Berta Karlik (1904-1990) was an Austrian physicist, that is credited with discovering three radioisotopes of Astatine from radiation that was present in nature. Astatine is the rarest element present on Earth. In any given time, there is less than 1 g of astatine present. She also became the first female professor at the University of Vienna. This article is our 12th installment of Women in Nuclear History
1) Berta Karlik was born in Vienna on January 24, 1904, to an upper class Austrian family. She spent the majority of her life in Vienna and she died there.
2) She was an excellent student not only in sciences; she learned to play the piano as well as speak and write in French, Dutch and English besides German.
3) She received a Ph.D. at the University of Vienna in 1928. During her studies she worked in Hans Pettersson’s research group at the Radium Research Institute in Vienna.

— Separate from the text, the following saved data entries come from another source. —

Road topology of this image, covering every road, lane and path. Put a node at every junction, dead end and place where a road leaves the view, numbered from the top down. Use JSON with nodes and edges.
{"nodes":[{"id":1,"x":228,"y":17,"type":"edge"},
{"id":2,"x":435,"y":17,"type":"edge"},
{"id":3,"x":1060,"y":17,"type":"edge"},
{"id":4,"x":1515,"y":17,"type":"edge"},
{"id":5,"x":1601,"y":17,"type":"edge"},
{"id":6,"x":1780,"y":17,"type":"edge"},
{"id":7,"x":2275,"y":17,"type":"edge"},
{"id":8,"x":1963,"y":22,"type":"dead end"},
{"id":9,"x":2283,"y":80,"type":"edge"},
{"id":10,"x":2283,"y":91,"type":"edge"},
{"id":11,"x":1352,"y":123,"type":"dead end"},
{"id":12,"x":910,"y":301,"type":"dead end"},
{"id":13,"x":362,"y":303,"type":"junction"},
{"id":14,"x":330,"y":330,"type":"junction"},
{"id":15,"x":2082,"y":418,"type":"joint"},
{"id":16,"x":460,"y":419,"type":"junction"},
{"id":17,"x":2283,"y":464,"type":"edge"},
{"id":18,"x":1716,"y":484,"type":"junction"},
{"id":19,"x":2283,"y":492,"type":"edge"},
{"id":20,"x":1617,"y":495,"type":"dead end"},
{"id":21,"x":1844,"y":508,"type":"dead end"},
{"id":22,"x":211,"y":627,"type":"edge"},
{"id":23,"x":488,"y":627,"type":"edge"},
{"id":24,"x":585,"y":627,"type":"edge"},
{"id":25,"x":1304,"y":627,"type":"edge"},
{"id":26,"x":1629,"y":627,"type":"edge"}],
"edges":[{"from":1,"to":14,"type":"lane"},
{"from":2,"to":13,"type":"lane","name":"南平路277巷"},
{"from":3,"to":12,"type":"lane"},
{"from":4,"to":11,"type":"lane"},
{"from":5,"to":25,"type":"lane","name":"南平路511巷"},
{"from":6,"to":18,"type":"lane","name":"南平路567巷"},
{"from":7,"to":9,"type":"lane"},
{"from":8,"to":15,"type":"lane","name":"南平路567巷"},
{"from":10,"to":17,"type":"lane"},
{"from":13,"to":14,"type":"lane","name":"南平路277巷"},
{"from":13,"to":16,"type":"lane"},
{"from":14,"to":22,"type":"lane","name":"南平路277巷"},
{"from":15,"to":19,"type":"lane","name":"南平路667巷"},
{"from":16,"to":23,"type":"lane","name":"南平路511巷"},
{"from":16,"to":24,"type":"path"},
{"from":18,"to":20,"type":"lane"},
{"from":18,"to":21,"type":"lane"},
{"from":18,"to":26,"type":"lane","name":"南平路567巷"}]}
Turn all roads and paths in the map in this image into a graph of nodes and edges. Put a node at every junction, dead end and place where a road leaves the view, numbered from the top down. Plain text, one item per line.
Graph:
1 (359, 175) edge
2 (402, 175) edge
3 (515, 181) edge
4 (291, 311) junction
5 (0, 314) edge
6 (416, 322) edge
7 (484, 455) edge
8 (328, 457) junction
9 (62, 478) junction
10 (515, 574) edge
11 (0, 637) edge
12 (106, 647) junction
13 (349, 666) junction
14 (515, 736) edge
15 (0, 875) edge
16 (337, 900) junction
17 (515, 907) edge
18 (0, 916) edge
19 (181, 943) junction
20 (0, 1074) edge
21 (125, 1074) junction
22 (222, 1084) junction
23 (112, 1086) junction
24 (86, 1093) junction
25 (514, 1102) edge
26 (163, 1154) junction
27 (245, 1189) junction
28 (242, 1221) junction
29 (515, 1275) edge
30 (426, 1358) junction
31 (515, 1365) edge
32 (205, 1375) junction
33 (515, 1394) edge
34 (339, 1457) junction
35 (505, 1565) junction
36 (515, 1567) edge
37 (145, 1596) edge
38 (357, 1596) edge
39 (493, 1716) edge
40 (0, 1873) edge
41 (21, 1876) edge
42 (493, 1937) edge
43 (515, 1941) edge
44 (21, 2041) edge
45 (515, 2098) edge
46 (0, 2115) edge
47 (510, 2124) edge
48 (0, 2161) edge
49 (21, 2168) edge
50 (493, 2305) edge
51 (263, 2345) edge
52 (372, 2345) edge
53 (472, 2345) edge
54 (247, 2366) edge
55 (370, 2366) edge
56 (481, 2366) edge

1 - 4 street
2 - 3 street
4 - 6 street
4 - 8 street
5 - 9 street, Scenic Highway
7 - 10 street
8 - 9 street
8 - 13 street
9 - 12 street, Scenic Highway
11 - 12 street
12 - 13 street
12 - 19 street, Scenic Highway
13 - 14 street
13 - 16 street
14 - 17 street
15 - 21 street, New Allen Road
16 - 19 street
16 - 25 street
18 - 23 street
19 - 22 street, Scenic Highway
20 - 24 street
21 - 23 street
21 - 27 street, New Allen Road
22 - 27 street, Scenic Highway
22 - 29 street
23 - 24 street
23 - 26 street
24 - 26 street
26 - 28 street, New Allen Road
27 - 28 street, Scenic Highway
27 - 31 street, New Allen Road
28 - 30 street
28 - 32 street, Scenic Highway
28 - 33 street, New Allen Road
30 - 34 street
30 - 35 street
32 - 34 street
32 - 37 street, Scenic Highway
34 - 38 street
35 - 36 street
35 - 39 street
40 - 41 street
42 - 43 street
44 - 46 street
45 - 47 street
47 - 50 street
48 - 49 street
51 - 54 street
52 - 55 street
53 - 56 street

4) From 1930 Karlik worked at a laboratory run by William Henry Bragg in London. She was engaged in the crystallography studies and used X-rays to examine the structure of crystals. She developed crystallographic methods for studying hydrocarbons and co-wrote a book on crystallography data.
5) During the Second World War, while working for the Radium Research Institute in Vienna, she made her most important discovery, that the element with the atomic number 85, Astatine, was a product of natural decay found in nature. Before her discovery, Astatine could only be produced artificially from bombarding Bismuth with alpha particles by use of the cyclotron.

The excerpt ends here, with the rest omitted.